#### [Task item]
Search the records below for the word "leaves". Copy each line where it occurs.

Source records
· · · · ·

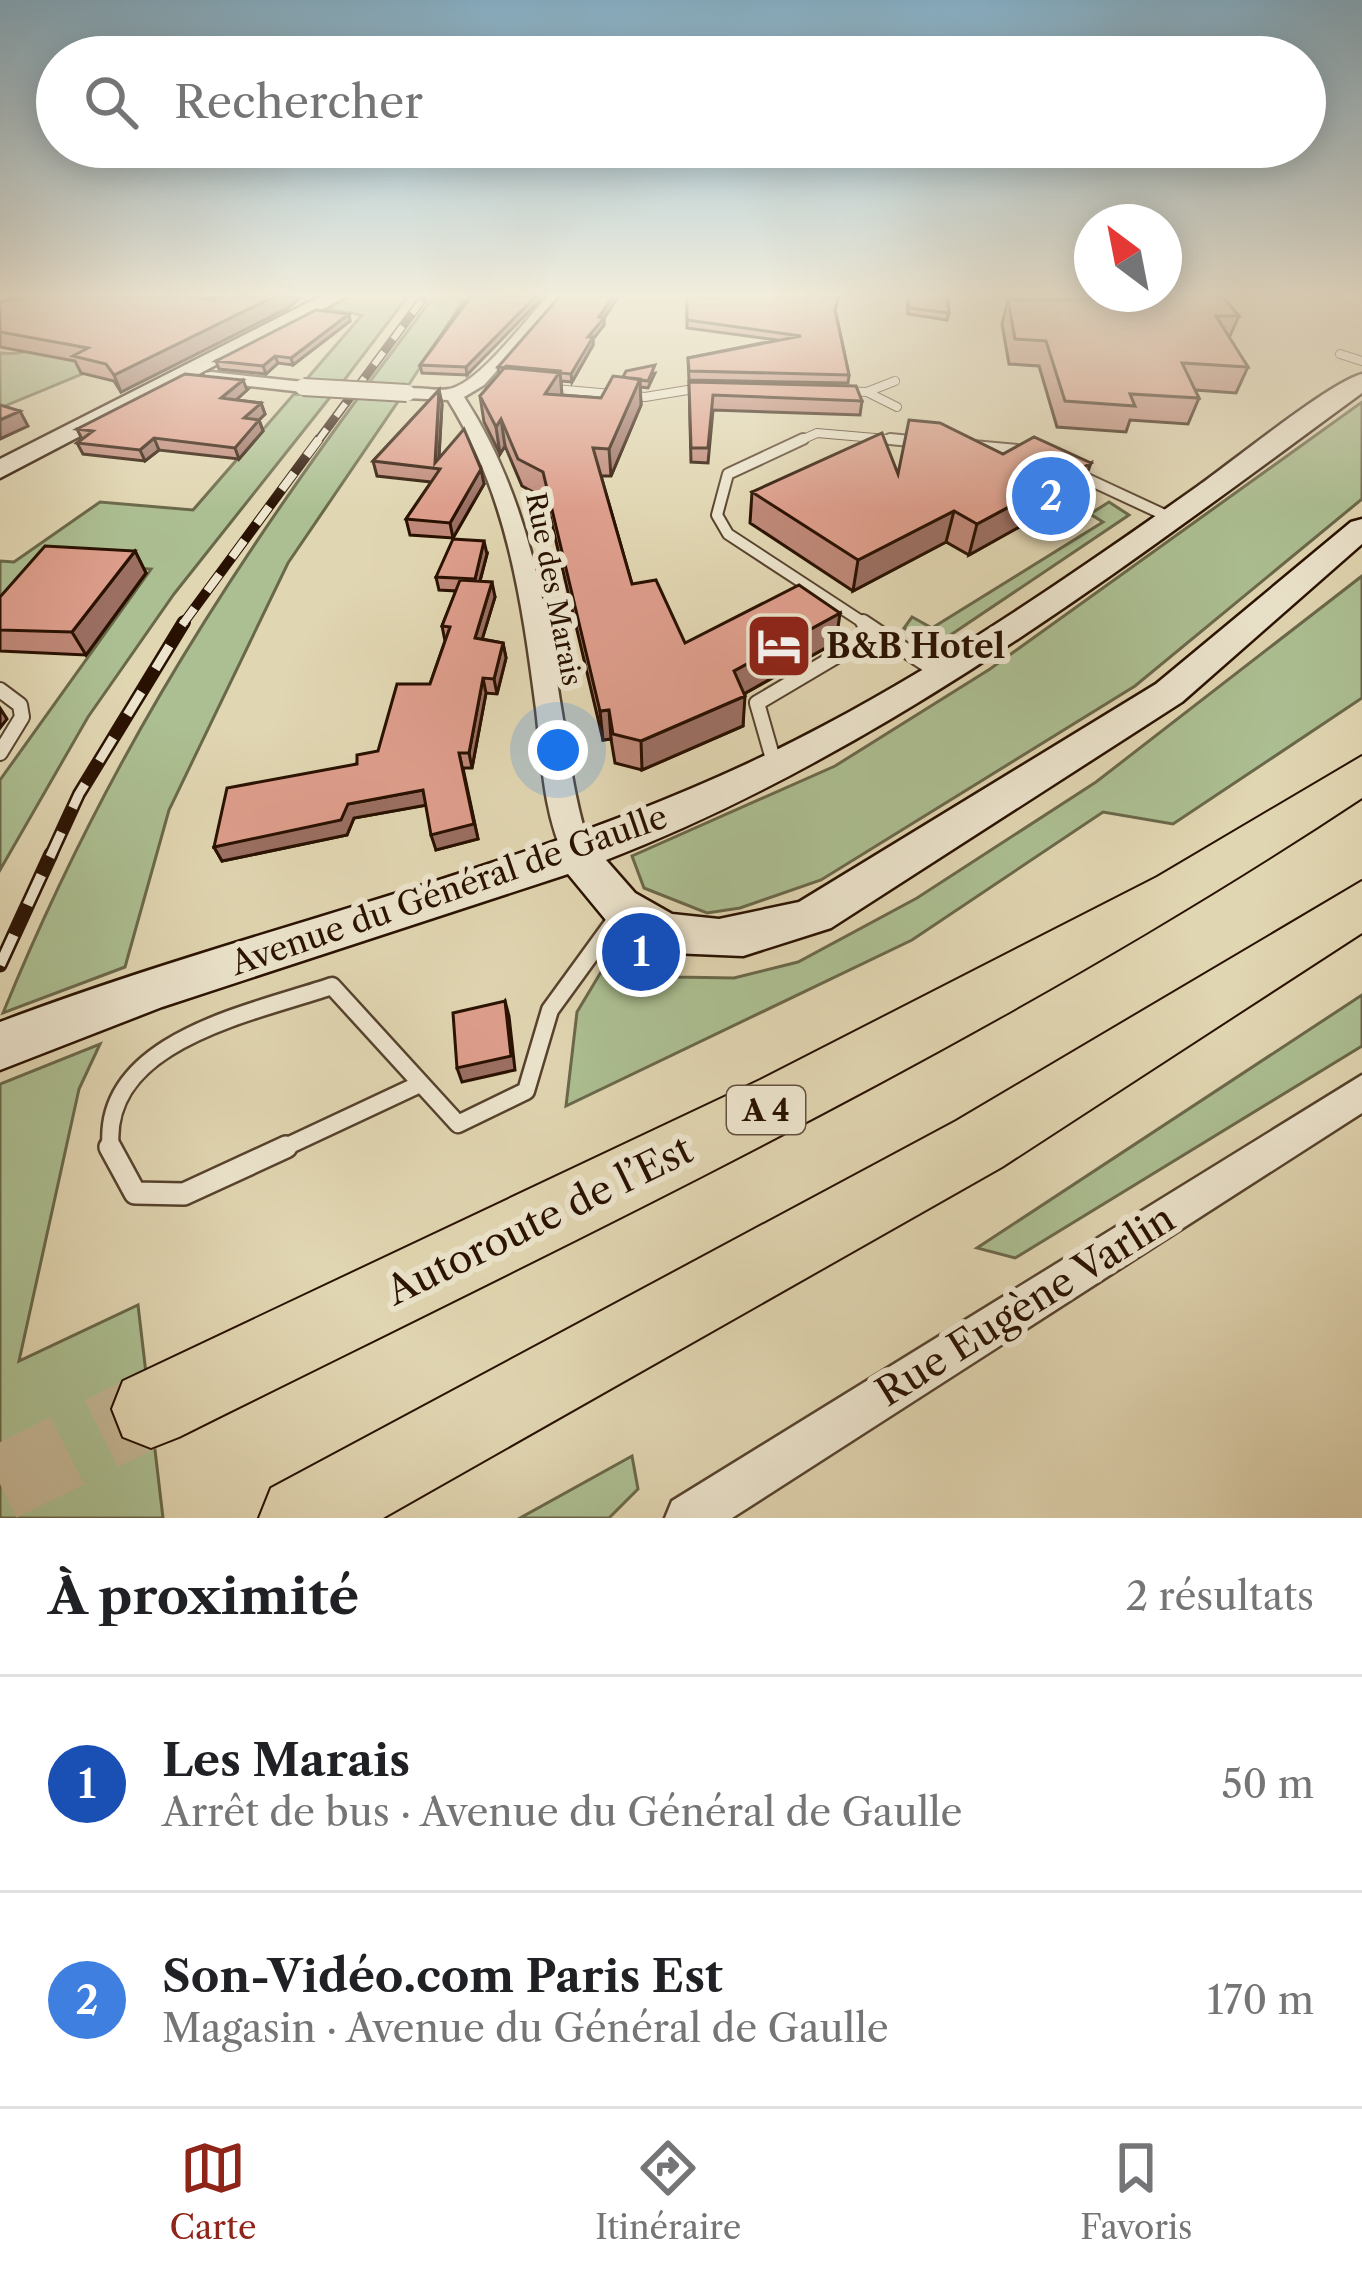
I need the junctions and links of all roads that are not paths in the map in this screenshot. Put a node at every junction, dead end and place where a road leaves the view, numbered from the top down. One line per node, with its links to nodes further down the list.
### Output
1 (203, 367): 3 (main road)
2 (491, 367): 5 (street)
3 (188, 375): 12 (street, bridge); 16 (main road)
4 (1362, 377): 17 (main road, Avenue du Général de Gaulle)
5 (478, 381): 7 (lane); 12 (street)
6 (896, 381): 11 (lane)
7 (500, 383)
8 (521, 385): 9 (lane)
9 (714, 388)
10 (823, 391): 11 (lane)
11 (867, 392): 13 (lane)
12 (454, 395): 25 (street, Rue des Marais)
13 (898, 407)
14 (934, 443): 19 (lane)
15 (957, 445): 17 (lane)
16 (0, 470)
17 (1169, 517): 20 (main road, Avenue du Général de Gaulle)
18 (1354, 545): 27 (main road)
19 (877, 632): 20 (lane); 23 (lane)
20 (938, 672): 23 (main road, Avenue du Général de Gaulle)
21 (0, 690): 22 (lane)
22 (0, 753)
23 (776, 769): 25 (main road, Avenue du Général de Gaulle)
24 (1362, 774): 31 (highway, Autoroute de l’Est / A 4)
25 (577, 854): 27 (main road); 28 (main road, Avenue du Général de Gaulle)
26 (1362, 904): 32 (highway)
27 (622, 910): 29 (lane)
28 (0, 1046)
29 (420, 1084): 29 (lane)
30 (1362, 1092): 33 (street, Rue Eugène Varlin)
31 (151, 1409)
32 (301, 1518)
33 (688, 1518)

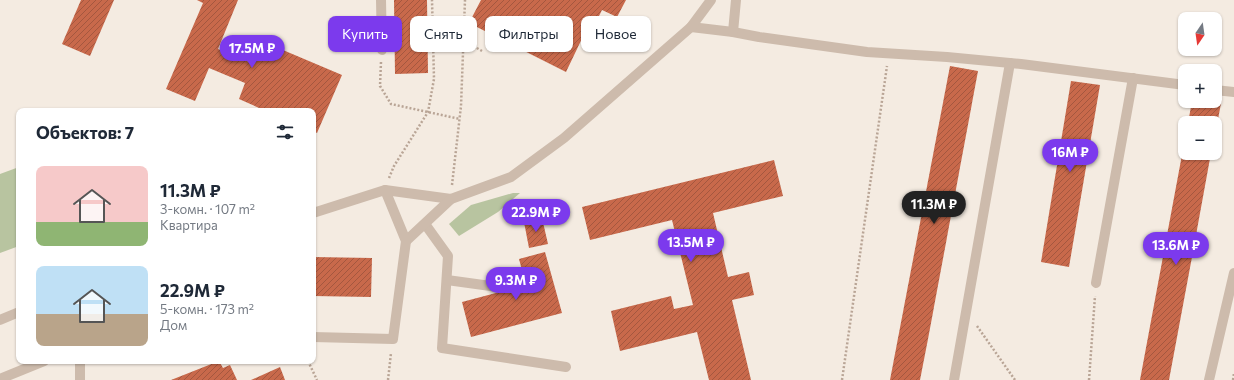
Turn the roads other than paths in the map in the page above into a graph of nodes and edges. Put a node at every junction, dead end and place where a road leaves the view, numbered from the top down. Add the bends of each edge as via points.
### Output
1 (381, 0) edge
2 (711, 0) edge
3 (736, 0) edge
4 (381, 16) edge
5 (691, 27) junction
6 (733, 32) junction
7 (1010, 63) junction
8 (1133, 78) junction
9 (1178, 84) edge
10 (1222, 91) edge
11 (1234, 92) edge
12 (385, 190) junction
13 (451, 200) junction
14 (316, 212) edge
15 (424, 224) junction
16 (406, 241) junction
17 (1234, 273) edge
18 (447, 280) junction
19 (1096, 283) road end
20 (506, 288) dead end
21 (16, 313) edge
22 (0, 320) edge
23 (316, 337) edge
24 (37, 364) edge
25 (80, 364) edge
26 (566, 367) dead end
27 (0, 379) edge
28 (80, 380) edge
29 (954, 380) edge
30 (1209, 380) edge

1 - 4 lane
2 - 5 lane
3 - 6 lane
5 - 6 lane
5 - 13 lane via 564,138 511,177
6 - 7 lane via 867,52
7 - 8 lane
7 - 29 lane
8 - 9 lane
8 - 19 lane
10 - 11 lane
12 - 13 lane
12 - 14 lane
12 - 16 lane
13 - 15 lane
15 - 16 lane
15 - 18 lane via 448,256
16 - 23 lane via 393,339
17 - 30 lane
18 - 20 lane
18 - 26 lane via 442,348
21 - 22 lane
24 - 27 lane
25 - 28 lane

· · · · ·

#### [Exercise solution]
I need the junctions and links of all roads that are not paths in the map in this screenshot. Put a node at every junction, dead end and place where a road leaves the view, numbered from the top down. One line per node, with its links to nodes further down the list.
Turn the roads other than paths in the map in the page above into a graph of nodes and edges. Put a node at every junction, dead end and place where a road leaves the view, numbered from the top down. Add the bends of each edge as via points.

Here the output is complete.